Oscar Pistorius spends first night in single jail cell
Johannesburg — Oscar Pistorius spent his first night in a single cell in the hospital wing of a prison in the capital, Pretoria, said a prison official.
Pistorius seemed confused and tired when he entered the Kgosi Mampuru facility, prison commissioner Zebilon Monama told the South African Press Association. Monama said Pistorius was tense as wardens took his fingerprints and the prison chaplain met with him soon after his prison number was issued on Tuesday.
“After he saw the chaplain, our psychologist went to see him just to try to talk to him,” said Monama.
Pistorius had a medical examination before being locked in his cell in a separate wing of the prison where the double amputee Paralympian joins eight other inmates with disabilities and will be under routine 24-hour observations with two nurses on duty.
“Now the hospital section of the center accommodates two offenders with prosthetic legs, two blind offenders and five offenders on wheelchairs: Nine in total,” correctional services spokesman Manelisi Wolela said in a statement.
Pistorius was sentenced to five years in prison Tuesday after he was found guilty of culpable homicide for the shooting of his girlfriend Reeva Steenkamp in the early morning hours of Valentine’s Day in 2013. Throughout his trial and sentencing Pistorius maintained that he mistook the model and qualified lawyer for an intruder when he shot her through the bathroom door, with his defense arguing that the gold medalist’s physical disability had made him particularly paranoid.

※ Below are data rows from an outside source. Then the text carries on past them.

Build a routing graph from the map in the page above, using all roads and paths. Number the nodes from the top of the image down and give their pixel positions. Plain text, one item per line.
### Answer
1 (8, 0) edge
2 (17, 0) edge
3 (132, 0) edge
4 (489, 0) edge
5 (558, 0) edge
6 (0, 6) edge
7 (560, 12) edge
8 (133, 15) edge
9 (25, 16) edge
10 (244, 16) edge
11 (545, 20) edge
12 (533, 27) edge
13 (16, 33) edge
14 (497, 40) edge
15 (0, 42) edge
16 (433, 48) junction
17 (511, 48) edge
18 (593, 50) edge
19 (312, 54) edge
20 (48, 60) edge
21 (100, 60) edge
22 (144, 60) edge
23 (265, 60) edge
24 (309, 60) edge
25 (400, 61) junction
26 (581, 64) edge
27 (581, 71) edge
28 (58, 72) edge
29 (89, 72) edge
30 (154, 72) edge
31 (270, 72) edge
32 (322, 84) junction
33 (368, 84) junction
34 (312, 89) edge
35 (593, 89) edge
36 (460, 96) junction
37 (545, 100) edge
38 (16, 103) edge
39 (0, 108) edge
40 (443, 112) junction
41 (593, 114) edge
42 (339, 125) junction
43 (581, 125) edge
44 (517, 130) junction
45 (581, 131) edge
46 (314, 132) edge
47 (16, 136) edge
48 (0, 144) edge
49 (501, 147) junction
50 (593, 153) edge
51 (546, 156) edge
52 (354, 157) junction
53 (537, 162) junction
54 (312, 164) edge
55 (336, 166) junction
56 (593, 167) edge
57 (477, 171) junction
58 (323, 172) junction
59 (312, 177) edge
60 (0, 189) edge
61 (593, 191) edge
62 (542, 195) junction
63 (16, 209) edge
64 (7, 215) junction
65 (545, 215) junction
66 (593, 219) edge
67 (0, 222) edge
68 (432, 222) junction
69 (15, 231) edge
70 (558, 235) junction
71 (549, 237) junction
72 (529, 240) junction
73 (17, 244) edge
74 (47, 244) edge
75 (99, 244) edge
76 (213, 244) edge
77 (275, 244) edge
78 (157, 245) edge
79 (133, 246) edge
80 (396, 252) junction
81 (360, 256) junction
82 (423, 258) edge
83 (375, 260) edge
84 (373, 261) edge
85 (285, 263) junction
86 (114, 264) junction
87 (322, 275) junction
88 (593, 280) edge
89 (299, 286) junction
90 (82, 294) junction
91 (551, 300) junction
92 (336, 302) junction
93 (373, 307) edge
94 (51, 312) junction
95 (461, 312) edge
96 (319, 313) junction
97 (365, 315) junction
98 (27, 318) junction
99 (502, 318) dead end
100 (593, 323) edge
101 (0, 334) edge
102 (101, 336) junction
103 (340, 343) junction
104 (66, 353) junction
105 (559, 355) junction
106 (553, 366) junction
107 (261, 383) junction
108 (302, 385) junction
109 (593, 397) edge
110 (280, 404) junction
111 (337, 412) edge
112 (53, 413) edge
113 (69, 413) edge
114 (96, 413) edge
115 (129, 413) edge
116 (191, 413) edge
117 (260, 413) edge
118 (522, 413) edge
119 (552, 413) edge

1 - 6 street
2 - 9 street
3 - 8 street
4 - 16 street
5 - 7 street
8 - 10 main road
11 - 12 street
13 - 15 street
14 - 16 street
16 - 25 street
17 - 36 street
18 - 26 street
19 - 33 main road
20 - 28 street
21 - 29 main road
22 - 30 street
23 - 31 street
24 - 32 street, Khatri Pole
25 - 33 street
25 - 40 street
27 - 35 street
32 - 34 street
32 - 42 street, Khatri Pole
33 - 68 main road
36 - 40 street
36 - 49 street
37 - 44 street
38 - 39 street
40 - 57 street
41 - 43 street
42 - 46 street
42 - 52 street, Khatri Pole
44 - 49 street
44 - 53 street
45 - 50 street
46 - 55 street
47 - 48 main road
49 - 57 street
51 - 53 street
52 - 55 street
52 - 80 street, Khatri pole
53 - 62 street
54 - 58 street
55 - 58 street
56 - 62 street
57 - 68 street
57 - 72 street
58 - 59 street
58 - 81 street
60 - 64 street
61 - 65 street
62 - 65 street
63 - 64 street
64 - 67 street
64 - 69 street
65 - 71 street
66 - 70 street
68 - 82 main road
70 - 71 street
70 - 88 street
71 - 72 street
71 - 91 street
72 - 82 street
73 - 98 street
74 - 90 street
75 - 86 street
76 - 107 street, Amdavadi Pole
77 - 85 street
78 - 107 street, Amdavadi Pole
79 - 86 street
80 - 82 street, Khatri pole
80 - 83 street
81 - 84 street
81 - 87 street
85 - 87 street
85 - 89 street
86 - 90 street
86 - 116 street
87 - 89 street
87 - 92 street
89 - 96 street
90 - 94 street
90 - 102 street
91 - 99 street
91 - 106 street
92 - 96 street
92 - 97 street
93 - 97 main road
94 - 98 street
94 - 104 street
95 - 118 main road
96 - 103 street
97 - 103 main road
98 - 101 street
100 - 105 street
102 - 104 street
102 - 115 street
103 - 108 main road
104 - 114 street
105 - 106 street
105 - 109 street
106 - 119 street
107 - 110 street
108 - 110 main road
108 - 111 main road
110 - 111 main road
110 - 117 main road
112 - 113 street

South Africa’s prisons house an average of 128 disabled prisoners each year, less than 1 percent of the country’s total 157,000 prison population, according to the department of correctional services.
The country’s prisons came under scrutiny during Pistorius’ sentencing hearing as the defense team argued that conditions were unfit for persons with disabilities while the prosecutors maintained that the state had all the necessary facilities for physically impaired prisoners.
The celebrity athlete is required to serve a minimum of 10 months of his 5-year sentence in a prison cell that activists describe as comfortable compared to the cells of able-bodied inmates.
During Pistorius’ sentencing hearing, prison officials assured the court that the athlete, who suffers from depression, will have access to his private therapist and physician if necessary.